Il a expliqué que «deux personnes» avaient cru en lui: le premier ministre Justin Trudeau et la ministre des Affaires étrangères, Mélanie Joly.

«Le premier ministre a dit "on le fait parce qu’on a une responsabilité et qu’on ne peut pas laisser traîner ça encore".»

Steven Guilbeault était invité par le CORIM pour discuter notamment de «l’importance du renforcement du multilatéralisme environnemental» et de «la coopération et la création de partenariats».

Outre la Chine, qui présidait la COP15 sur la biodiversité, le ministre a expliqué que l’un des partenaires qui a le plus aidé le Canada dans l’organisation de l'événement était l’équipe de Boris Johnson, l’ancien premier ministre britannique.

«L’un des gouvernements avec lequel j’ai le plus collaboré, avec lequel j’ai une connexion incroyable, depuis que je suis ministre de l’Environnement, c’est un gouvernement de droite populiste», a mentionné M. Guilbeault.

Il a expliqué avoir des «contacts réguliers» avec quelques ministres britanniques et que Londres avait même «prêtés du staff» au Canada pour organiser la COP15.

«Ils sont à droite, mais on est capable de trouver des terrains d’entente», a ajouté le ministre en soulignant l’importance du dialogue pour créer de bons partenariats.

Sobriété et décroissance

L’animatrice de l’événement, Leïla Copti, présidente de la firme de relations publiques COPTICOM, lui a demandé de se prononcer sur «L’appel de Montréal», un document que le ministre a signé en marge de la COP15 et qui demande aux dirigeants du monde de repenser l’économie et de mettre fin aux causes sous-jacentes du déclin de la biodiversité.
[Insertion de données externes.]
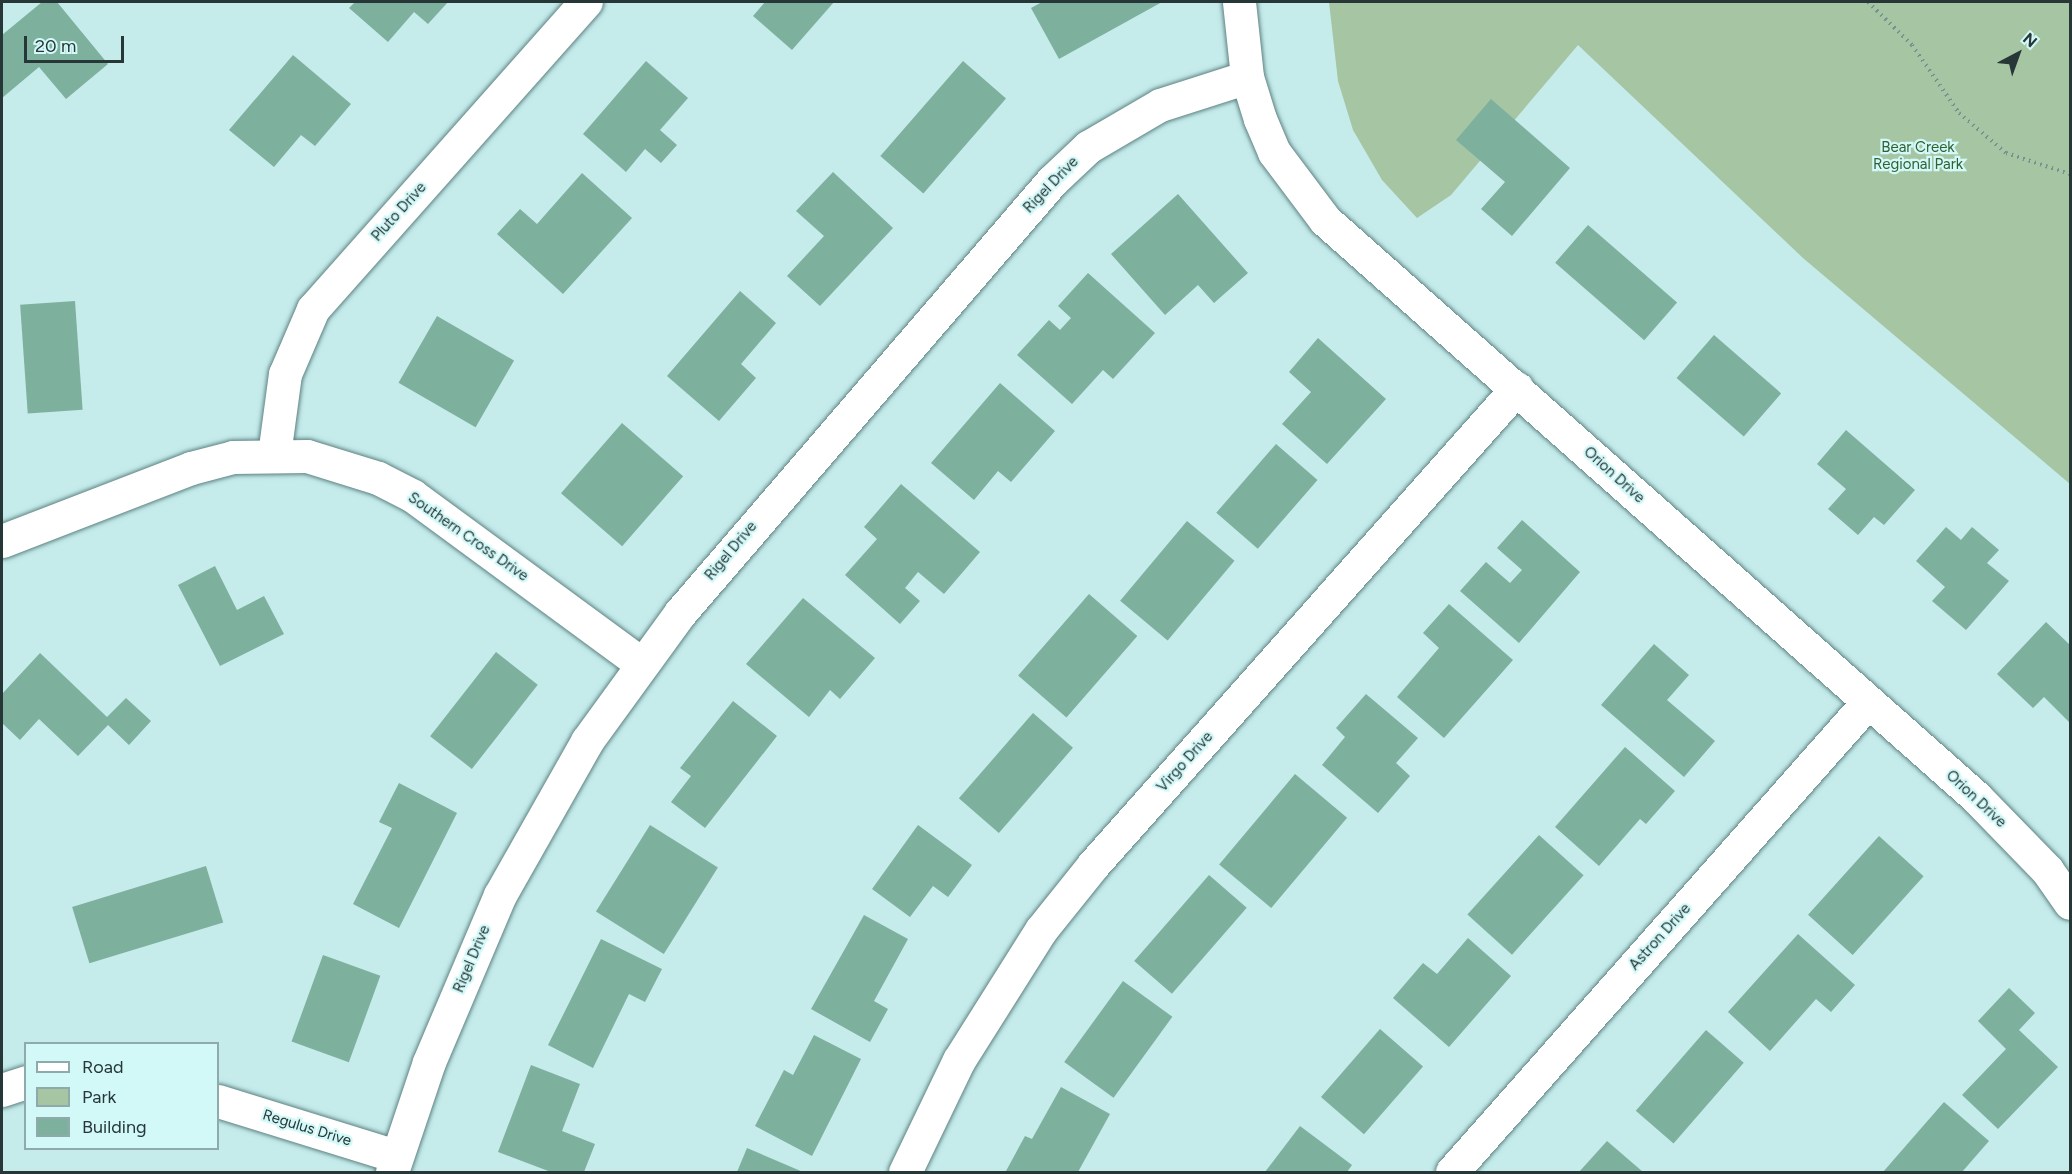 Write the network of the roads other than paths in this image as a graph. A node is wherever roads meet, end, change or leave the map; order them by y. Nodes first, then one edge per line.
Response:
1 (586, 2) edge
2 (1239, 2) edge
3 (1247, 77) junction
4 (1517, 388) junction
5 (274, 455) junction
6 (2, 541) edge
7 (642, 664) junction
8 (1868, 702) junction
9 (2070, 903) edge
10 (24, 1083) edge
11 (2, 1090) edge
12 (219, 1101) edge
13 (394, 1164) edge
14 (905, 1173) edge
15 (1452, 1173) edge

1 - 5 street, Pluto Drive
2 - 3 street, Orion Drive
3 - 4 street, Orion Drive
3 - 7 street, Rigel Drive
4 - 8 street, Orion Drive
4 - 14 street, Virgo Drive
5 - 6 street, Southern Cross Drive
5 - 7 street, Southern Cross Drive
7 - 13 street, Rigel Drive
8 - 9 street, Orion Drive
8 - 15 street, Astron Drive
10 - 11 street
12 - 13 street, Regulus Drive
«L’appel de Montréal nous enjoint à prendre conscience qu’on ne peut plus viser une croissance économique infinie sur une planète aux ressources finies», a rappelé Leila Copti à son ancien collègue de Greenpeace Steven Guilbeault, en lui demandant si le temps est venu de réfléchir à la «post-croissance pour ne pas dire la décroissance».

«Nous essayons que notre action, politique et économique, soit guidée le plus possible par la science», a répondu Steven Guilbeault en faisant état de son désir que des pratiques comme l’économie circulaire soient de plus en plus intégrées par les marchés.
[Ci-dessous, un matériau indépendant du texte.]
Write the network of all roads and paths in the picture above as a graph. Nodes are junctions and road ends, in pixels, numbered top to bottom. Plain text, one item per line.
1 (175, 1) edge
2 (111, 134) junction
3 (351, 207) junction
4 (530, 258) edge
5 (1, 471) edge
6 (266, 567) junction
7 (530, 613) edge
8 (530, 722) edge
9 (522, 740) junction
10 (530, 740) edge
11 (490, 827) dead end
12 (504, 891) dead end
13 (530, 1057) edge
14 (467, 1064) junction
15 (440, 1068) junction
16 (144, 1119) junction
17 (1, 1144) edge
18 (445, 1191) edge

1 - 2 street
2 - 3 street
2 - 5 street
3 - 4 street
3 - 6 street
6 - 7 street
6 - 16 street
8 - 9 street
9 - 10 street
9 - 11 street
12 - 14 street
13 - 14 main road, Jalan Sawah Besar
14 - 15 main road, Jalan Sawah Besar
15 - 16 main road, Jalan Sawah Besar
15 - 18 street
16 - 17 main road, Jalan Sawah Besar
«De toute évidence, on ne peut pas, sur une planète dont les ressources sont finies, penser qu’on va toujours pouvoir additionner. Il y a une vieille revue un peu à gauche qui disait que les économistes doivent apprendre à soustraire aussi», a mentionné le ministre, en demandant pardon, à la blague, aux économistes présents dans la salle.
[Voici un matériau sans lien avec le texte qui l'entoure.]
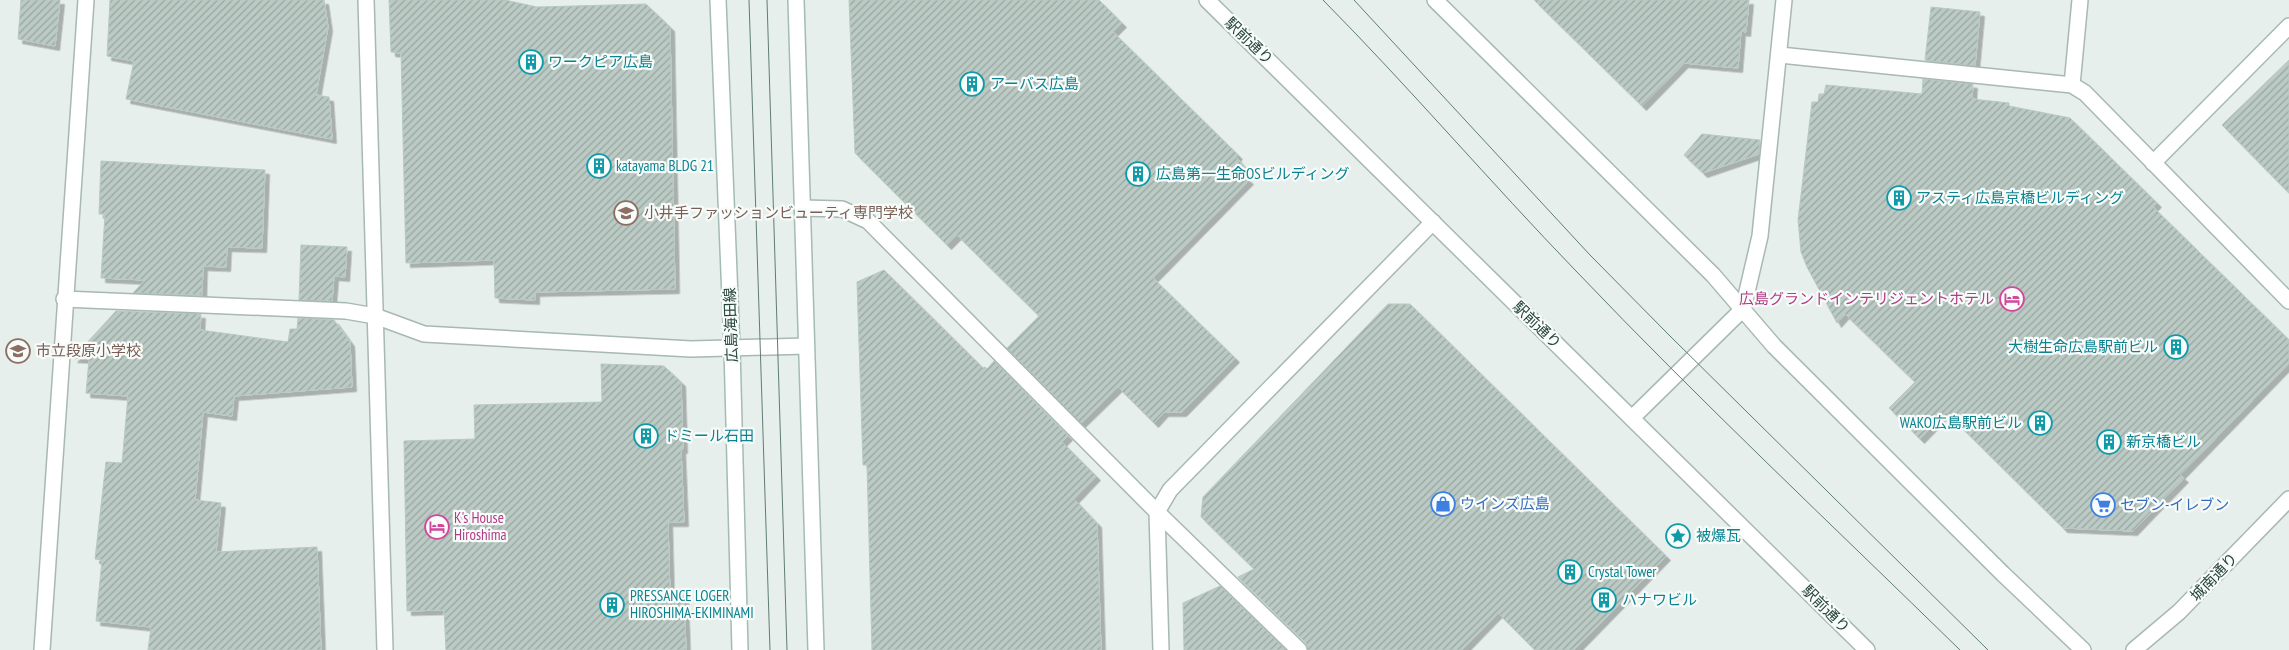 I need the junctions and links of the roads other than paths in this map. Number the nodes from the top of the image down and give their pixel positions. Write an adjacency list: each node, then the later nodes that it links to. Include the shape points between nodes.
1 (86, 0): 15 (street)
2 (366, 0): 18 (street)
3 (718, 0): 20 (street, 広島海田線)
4 (796, 0): 13 (street)
5 (1207, 0): 14 (street, 駅前通り)
6 (1435, 0): 17 (street, via 1713,274)
7 (1784, 0): 10 (street)
8 (2080, 0): 11 (street)
9 (2289, 26): 12 (street)
10 (1780, 55): 11 (street); 17 (street, via 1760,236)
11 (2072, 85): 12 (street, via 2085,93)
12 (2153, 164): 16 (street)
13 (802, 208): 19 (street); 23 (street, via 842,208 868,221)
14 (1433, 222): 21 (street, 駅前通り); 23 (street, via 1170,490)
15 (64, 299): 18 (street, via 346,311); 24 (street)
16 (2289, 301)
17 (1743, 309): 21 (street); 31 (street, via 1781,352)
18 (375, 316): 20 (street, via 424,334 691,349); 25 (street)
19 (806, 346): 20 (street); 27 (street)
20 (732, 348): 26 (street, 広島海田線)
21 (1633, 418): 30 (street, 駅前通り)
22 (2289, 499): 32 (street, 城南通り, via 2179,612)
23 (1156, 512): 28 (street); 29 (street)
24 (42, 650)
25 (385, 650)
26 (740, 650)
27 (816, 650)
28 (1161, 650)
29 (1299, 650)
30 (1867, 650)
31 (2083, 650)
32 (2134, 650)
«Je vois difficilement comment un gouvernement pourrait légiférer sur la sobriété, mais on peut l’encourager et mettre en place des mécanismes et on peut aussi se diriger de plus en plus vers une économie circulaire de façon à limiter l’extraction des ressources naturelles et favoriser la réutilisation de ce qui circule déjà dans l’économie», a-t-il dit.

Il a donné l’exemple des minéraux critiques utilisés dans la fabrication de véhicules électriques qui pourraient être réutilisés à la fin du cycle de vie d’un véhicule.

«Ça serait un crime, vraiment un crime, qu’une fois que ces voitures-là ne servent plus, d’envoyer ces minéraux-là dans un site d’enfouissement», a ajouté Steven Guilbeault en expliquant «que de plus en plus, on se dirige vers ça».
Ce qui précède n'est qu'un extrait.